There are two stories worth reading about the role California might play in the years ahead as an opposition foil to Donald Trump. Democrats control the state – the governor’s mansion, combined with supermajorities in both chambers of the state legislature. Essentially, California will – possibly in tandem with other states like New York, Massachusetts and Illinois – assume the role that states like Texas played during the Obama presidency.
First, this story from NPR:
There are several ways the state may challenge Trump and congressional Republicans. It may simply choose not to not enforce some federal laws it disagrees with and enact stronger state laws around environmental and consumer regulations. The state is also likely to aggressively file lawsuits against the federal government.
To that end, Brown’s pick to be California’s next attorney general, Congressman Xavier Becerra will play a high-profile role. Becerra said the state isn’t looking to pick fights but won’t be afraid to go to court either.
“My obligation is to protect my state, to promote the interests of my state,” said Becerra.
It may sound unusual for a liberal state like California to resort to an appeal to states’ rights. For the past eight years, conservative states have argued for their autonomy with respect to the federal government.
But states are opportunistic about their use of states’ rights arguments and tend to employ them when their party doesn’t control Washington, says Carlton Larson, a law professor at the University of California, Davis. Still, Larson says California may want to be careful about how much it uses that argument.
“If we were to push back very, very heavily against federal law, there’s a real danger,” that environmental and civil rights laws that depend on a broad reading of federal law could be endangered, said Larson.
Democrats have already introduced one bill to better train defense attorneys on immigration law and another to fund legal representation for people facing deportation. Both are “urgency measures” meaning they would take effect immediately if they muster a two-thirds vote. The programs are expected to cost millions of dollars.
Second, this Los Angeles Times story about a bill proposed by California legislators – hard to see this as anything other than a direct slap at Donald Trump after his refusal to release his tax returns – requiring presidential candidates to disclose their tax returns as a prerequisite to appear on California’s presidential ballot in 2020, based on a similar proposal circulating in the New York state legislature.
The precedent of presidential candidates releasing their tax returns to the public goes back to George Romney, who released a decade’s worth of returns in his unsuccessful run for the Republican nomination during the 1968 presidential campaign. This practice – not a legal requirement – was observed by candidates from both parties in every election since 1976. Mitt Romney only released two years’ worth of tax returns in the 2012 election, which he was harshly criticized for by Democrats and transparency advocates. Donald Trump didn’t release any of his tax returns, though pages from a 1995 state tax return were eventually leaked to the New York Times by an anonymous source.
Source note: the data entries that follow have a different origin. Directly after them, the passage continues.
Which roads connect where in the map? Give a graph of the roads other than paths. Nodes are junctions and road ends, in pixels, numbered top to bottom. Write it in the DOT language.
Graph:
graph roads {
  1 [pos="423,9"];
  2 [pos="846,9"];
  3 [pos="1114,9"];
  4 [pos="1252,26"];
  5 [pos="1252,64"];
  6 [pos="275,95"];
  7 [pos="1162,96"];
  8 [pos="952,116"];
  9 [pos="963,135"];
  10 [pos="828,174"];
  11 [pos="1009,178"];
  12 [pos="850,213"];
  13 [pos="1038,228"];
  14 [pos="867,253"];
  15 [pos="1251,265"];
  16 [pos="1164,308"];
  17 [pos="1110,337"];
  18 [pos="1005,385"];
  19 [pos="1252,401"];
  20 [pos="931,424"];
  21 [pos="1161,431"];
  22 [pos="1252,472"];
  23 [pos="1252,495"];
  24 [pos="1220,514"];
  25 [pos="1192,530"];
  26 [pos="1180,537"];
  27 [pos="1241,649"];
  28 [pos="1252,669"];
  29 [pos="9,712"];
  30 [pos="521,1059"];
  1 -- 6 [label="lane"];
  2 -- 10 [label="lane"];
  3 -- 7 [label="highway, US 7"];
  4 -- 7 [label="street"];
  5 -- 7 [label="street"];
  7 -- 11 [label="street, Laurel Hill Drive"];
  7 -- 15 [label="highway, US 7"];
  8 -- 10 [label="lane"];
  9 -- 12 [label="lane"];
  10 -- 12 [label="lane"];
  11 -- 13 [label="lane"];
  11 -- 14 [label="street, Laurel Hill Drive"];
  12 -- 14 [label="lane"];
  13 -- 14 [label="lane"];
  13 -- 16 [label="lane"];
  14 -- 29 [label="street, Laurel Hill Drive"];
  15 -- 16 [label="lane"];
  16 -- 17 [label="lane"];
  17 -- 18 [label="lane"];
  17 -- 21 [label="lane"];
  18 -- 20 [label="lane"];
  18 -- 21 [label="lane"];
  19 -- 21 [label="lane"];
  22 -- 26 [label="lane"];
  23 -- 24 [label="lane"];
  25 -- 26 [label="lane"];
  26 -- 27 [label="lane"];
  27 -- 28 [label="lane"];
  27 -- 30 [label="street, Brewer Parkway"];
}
These bills would make disclosure of tax returns a binding legal requirement for presidential candidates. Because election laws and ballot access issues are largely left up to the individual states, California and New York may be able to do this legally. The only potential downside is the fact that Donald Trump won the election without California or New York in his column, so hypothetically he might decide to disregard the law and try organizing a write-in campaign for his supporters in those states.